Is it related to the fact that when we perform a measurement on the system, the system collapses into one of the two ground states and thus we get non zero magnetisation? 
But this argument also seems somewhat wrong because say all spins up and all spins down are the two eigenstates of the Hamiltonian. Then since both states have the same energy and are equally probable, any linear combination of these states will also be an eigenstate of the Hamiltonian. Then how can we say that a state which is an eigenstate (but a linear combination) will collapse into one of the eigenstates?
 A: There are two ways to solve this "paradox".
The first one is to say, like it was suggested by probably_someone in the comments, that a realistic system will never be perfectly isolated from magnetic fields. An infinitesimal external magnetic field will be enough for one of the two ground states to be favored, thus selecting one of the two ground states in the limit $T\to 0$.
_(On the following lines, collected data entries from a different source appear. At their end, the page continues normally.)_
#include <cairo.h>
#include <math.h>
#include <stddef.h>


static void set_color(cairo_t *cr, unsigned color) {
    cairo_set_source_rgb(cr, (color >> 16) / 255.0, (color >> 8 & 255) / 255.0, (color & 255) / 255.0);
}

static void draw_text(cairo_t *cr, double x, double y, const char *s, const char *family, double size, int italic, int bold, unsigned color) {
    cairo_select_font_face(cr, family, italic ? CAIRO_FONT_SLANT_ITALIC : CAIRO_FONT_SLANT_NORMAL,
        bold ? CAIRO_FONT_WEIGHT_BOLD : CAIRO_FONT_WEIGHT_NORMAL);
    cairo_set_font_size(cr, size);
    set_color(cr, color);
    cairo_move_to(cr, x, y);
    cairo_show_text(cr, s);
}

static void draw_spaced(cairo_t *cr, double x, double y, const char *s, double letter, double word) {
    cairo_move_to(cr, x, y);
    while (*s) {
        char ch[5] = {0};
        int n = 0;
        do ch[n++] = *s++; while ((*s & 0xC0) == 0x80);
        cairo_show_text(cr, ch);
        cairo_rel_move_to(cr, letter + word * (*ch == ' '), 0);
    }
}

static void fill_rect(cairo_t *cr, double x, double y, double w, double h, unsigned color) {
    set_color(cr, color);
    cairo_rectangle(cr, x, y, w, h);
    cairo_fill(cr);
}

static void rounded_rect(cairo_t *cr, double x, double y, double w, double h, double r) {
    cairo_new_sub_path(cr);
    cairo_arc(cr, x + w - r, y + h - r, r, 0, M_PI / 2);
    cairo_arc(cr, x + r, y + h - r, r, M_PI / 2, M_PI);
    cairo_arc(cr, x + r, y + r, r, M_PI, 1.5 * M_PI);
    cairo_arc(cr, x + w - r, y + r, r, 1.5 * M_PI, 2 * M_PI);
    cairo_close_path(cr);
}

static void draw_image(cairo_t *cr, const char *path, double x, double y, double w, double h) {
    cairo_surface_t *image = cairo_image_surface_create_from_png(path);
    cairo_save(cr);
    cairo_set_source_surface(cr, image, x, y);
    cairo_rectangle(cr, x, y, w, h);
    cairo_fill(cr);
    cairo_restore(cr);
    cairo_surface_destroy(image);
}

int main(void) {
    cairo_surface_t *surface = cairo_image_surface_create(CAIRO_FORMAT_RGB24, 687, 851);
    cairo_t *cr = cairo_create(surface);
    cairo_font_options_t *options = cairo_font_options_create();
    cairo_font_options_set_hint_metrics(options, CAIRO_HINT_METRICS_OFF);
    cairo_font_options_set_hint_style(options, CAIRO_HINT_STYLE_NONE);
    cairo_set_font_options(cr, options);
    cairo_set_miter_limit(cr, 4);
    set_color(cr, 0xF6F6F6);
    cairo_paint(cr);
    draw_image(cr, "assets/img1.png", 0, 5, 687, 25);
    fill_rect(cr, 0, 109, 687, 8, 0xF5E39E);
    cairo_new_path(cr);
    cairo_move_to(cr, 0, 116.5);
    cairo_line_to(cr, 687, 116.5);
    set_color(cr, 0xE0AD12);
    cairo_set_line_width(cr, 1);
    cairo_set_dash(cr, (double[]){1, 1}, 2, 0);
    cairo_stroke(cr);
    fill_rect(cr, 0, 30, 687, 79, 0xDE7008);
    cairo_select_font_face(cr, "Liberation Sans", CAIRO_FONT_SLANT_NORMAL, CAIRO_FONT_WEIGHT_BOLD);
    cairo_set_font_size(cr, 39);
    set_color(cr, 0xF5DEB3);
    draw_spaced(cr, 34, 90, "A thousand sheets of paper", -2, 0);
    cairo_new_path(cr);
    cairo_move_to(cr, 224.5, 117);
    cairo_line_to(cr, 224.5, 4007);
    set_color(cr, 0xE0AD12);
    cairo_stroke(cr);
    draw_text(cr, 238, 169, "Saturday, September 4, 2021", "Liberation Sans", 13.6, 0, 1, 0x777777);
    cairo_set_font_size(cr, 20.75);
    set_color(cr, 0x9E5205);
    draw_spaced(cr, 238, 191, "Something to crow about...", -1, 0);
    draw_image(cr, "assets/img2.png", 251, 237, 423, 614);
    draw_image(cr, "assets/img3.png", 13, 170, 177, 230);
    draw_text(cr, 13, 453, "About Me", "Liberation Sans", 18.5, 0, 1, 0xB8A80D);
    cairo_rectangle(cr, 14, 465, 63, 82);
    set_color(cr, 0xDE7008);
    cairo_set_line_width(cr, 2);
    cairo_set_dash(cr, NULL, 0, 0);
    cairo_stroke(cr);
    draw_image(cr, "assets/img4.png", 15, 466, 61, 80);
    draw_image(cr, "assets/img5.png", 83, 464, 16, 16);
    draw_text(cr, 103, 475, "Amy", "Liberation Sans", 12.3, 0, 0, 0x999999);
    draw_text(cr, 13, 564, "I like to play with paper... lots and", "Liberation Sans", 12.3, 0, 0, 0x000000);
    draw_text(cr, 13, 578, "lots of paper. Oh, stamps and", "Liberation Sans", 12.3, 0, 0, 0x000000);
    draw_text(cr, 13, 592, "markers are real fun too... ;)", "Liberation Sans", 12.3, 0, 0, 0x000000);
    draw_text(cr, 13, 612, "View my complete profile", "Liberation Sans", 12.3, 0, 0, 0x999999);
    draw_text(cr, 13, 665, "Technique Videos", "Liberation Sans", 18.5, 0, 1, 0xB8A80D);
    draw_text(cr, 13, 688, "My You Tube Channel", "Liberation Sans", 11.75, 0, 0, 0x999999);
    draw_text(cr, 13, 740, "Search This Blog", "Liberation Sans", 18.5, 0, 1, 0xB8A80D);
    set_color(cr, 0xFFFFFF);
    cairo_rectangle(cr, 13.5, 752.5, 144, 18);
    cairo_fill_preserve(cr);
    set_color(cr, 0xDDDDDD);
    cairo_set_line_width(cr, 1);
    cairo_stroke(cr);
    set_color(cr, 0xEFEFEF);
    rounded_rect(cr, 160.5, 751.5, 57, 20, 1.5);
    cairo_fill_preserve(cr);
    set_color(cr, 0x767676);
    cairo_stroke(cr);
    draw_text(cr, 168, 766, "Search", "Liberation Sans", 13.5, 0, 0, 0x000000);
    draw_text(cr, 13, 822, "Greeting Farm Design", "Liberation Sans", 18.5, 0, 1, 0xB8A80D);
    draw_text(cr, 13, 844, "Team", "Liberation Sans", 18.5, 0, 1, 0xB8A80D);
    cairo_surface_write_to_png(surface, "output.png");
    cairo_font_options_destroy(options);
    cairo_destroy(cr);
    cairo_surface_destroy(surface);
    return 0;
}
The second resolution is more formal. Apparently, if the Hamiltonian $\mathcal H(\sigma_1, \dots, \sigma_N) = \mathcal H (\{\sigma_i\})$ is invariant under reversal of all the spins $\sigma_i \to -\sigma_i$, then also the canonical probability of the state $\{\sigma_i\}$
$$P[\mathcal H\{\sigma_i\}]=\frac{e^{-\beta \mathcal H(\{\sigma_i\})}}{Z} \tag{1}$$
will be invariant under the same transformation. This means that  the magnetization
$$m \equiv\langle \sigma_i \rangle = \sum_{\{\sigma_i\}} \sigma_i P[\mathcal H (\{\sigma_i\})]$$
must always be $0$, since $m$ and $-m$ occur with equal probability.
For a finite volume system, the correctness of this argument is irrefutable: there are no (true) phase transitions at finite volume. A finite-volume Ising model will only apparently select a defined magnetization as $T\to0$, but if you wait long enough (an exponentially long time with the system size $N$), the magnetization will eventually reverse, over and over.
However, as $V \to \infty$, $(1)$ becomes only formal, since the partition function diverges. In this case, this argument is incorrect, and it can be shown that while
$$\lim_{V\to \infty} \lim_{h \to 0^{\pm}} m = 0$$
you have
$$ \lim_{h \to 0^{\pm}} \lim_{V\to \infty} m = \pm 1$$
This is what we call spontaneous symmetry breaking: even in the absence of an external field (which would explicitly break the symmetry), a single ground state is selected over the two possible ground states.